Biosynthetic (recombinant) human granulocyte-macrophage colony-stimulating factor: effect on normal bone marrow and leukemia cell lines.

M Tomonaga, D W Golde, J C Gasson.   

Abstract

To examine the biologic properties of the molecule encoded by the human gene for granulocyte-macrophage colony-stimulating factor (GM-CSF), we expressed the cloned complementary DNA (cDNA) in transfected monkey COS cells and purified the resultant protein. Purified biosynthetic human GM-CSF was added to cultures of normal hematopoietic progenitor cells in semisolid media, and the resulting colonies were characterized cytochemically.

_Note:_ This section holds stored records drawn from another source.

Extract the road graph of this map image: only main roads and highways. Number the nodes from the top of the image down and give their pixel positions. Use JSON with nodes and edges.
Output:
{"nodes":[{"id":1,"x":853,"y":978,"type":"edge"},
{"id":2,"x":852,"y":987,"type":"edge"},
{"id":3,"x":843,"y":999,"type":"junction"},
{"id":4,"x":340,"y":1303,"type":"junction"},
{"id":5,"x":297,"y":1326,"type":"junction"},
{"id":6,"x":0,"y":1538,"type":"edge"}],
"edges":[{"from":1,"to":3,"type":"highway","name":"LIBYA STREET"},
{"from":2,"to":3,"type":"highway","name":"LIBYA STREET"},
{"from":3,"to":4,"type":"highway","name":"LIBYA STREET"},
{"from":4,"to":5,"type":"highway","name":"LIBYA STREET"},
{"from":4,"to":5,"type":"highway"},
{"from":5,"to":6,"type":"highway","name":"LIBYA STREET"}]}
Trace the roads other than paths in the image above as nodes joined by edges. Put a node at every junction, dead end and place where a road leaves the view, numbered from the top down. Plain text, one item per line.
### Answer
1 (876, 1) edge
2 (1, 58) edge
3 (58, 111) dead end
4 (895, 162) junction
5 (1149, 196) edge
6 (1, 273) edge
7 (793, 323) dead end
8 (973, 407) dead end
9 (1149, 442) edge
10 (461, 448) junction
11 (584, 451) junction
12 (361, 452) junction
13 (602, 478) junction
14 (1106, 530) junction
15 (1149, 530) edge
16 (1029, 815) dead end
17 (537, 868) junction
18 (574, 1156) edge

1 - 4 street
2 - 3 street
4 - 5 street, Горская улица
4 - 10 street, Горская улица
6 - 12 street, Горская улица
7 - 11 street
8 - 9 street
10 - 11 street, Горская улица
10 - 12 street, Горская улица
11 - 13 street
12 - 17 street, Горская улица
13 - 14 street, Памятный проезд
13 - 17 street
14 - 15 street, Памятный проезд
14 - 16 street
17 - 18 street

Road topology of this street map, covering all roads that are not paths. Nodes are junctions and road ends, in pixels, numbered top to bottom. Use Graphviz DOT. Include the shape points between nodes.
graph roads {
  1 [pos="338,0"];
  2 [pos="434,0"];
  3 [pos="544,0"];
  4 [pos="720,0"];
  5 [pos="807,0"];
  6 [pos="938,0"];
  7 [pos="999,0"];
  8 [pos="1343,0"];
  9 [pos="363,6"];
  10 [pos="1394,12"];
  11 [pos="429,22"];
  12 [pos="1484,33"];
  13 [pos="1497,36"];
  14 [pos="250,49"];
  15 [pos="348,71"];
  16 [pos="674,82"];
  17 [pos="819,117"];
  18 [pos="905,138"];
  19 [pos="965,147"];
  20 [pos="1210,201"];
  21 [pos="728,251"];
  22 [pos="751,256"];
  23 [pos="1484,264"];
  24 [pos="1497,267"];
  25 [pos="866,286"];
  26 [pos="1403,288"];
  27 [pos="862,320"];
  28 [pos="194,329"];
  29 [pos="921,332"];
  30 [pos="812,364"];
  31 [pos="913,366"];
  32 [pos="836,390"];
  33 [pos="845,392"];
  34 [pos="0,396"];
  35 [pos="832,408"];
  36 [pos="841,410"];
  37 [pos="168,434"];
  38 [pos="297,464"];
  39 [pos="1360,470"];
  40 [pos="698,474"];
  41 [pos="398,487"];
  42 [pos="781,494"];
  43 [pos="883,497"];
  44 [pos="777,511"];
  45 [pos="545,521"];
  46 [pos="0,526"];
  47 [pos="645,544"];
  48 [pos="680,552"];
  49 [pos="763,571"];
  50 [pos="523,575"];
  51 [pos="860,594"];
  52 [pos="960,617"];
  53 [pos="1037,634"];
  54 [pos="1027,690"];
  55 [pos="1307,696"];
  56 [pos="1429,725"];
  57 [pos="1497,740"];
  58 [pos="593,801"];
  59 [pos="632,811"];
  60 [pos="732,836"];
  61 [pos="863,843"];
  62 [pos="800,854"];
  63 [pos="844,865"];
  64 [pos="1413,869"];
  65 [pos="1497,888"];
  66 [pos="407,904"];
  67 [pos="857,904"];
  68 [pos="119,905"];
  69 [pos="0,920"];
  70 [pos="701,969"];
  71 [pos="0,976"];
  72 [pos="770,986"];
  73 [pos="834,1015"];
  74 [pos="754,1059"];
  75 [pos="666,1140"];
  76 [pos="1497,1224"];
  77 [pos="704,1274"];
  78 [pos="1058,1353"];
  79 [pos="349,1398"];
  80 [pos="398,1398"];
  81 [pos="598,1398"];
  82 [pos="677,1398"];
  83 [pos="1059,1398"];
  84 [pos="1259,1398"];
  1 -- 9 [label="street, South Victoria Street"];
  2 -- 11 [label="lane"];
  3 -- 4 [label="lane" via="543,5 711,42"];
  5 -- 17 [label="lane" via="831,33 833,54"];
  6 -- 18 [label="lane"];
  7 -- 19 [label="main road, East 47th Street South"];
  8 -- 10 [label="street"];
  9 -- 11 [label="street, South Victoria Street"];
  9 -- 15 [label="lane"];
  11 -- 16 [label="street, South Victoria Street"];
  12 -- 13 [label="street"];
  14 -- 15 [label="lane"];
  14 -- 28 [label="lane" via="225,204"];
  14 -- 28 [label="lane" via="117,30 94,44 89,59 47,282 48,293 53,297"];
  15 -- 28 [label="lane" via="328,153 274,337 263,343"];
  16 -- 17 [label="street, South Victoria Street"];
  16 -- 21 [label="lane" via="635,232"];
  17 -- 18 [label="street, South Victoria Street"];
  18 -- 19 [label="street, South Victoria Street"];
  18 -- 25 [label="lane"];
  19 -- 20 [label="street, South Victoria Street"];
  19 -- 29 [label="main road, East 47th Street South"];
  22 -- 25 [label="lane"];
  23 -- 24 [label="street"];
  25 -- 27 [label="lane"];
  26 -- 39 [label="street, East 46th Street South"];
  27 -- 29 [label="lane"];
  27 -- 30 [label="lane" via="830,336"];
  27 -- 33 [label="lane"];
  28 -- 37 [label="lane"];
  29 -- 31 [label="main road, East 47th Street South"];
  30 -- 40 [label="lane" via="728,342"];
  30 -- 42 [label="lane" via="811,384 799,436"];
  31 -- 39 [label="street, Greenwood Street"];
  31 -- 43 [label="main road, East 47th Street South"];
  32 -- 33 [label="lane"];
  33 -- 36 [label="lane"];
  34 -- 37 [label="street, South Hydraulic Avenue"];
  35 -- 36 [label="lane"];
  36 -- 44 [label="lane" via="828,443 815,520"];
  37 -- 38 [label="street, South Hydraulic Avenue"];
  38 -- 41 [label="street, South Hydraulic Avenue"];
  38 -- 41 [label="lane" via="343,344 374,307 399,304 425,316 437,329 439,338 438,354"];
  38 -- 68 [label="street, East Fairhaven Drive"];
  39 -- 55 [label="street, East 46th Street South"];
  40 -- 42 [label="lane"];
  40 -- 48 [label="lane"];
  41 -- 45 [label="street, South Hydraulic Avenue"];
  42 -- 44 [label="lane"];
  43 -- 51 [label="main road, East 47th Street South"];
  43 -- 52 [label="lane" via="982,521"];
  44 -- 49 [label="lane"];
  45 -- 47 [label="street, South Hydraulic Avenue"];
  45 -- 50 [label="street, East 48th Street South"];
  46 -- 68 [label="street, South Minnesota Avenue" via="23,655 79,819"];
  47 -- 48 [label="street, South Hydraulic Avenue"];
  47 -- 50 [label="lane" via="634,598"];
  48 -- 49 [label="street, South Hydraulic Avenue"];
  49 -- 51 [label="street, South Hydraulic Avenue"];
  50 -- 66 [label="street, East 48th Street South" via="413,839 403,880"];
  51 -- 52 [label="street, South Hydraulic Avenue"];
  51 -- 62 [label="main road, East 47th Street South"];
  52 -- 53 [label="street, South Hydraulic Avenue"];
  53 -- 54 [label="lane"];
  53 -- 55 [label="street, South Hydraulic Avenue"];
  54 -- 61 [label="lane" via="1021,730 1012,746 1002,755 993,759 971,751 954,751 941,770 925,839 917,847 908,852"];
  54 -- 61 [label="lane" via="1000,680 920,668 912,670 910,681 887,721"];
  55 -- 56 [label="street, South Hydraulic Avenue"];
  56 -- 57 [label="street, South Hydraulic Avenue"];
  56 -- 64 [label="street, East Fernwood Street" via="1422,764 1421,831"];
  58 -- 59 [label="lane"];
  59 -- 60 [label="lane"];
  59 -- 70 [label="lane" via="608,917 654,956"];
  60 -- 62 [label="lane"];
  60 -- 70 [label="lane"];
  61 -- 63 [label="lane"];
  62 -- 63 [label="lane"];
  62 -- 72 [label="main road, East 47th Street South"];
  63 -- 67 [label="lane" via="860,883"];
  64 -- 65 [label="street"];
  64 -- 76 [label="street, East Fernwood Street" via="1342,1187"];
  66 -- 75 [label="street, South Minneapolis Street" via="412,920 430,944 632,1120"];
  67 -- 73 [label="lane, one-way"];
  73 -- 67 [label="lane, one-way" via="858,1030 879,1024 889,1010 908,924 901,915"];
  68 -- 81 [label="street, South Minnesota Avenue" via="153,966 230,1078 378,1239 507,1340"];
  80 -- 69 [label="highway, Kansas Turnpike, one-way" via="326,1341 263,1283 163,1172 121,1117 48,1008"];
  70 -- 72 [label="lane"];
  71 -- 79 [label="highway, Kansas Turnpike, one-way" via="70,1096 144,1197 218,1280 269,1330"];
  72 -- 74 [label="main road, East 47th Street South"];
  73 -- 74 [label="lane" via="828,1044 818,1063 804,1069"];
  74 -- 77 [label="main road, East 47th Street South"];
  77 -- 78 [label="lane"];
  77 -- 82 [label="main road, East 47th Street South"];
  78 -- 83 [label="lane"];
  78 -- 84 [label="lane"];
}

Non-adherent light-density bone marrow cells from healthy adult volunteers were maximally stimulated with GM-CSF (approximately 250 pmol/L, and four types of colonies were consistently identified by aspirating the individual colonies and staining with a triple stain for specific and nonspecific esterases and eosinophilic granules. Pure neutrophilic granulocyte (G), mixed granulocyte-macrophage (GM), pure macrophage (M), and pure eosinophil (EO) colonies were observed, the mean incidences on day 8 being 70%, 20%, 5%, and 5%, and on day 14, 7.5%, 16.6%, 50.9%, and 25.0%, respectively. In all types of colonies, complete maturation to segmented forms or typical macrophages was detected. GM-CSF did not enhance the growth of BFU-E from normal peripheral blood buffy coat cells in the simultaneous presence of erythropoietin alone or erythropoietin with purified erythroid-potentiating activity. GM-CSF stimulated HL-60 and KG-1 colony formation twofold and fivefold, respectively; consistent differentiation induction towards monocytic and eosinophilic lineages was observed in HL-60 but not in KG-1. These in vitro findings indicate that GM-CSF is a multilineage stimulator for progenitor cells of G, GM, M, and EO colonies.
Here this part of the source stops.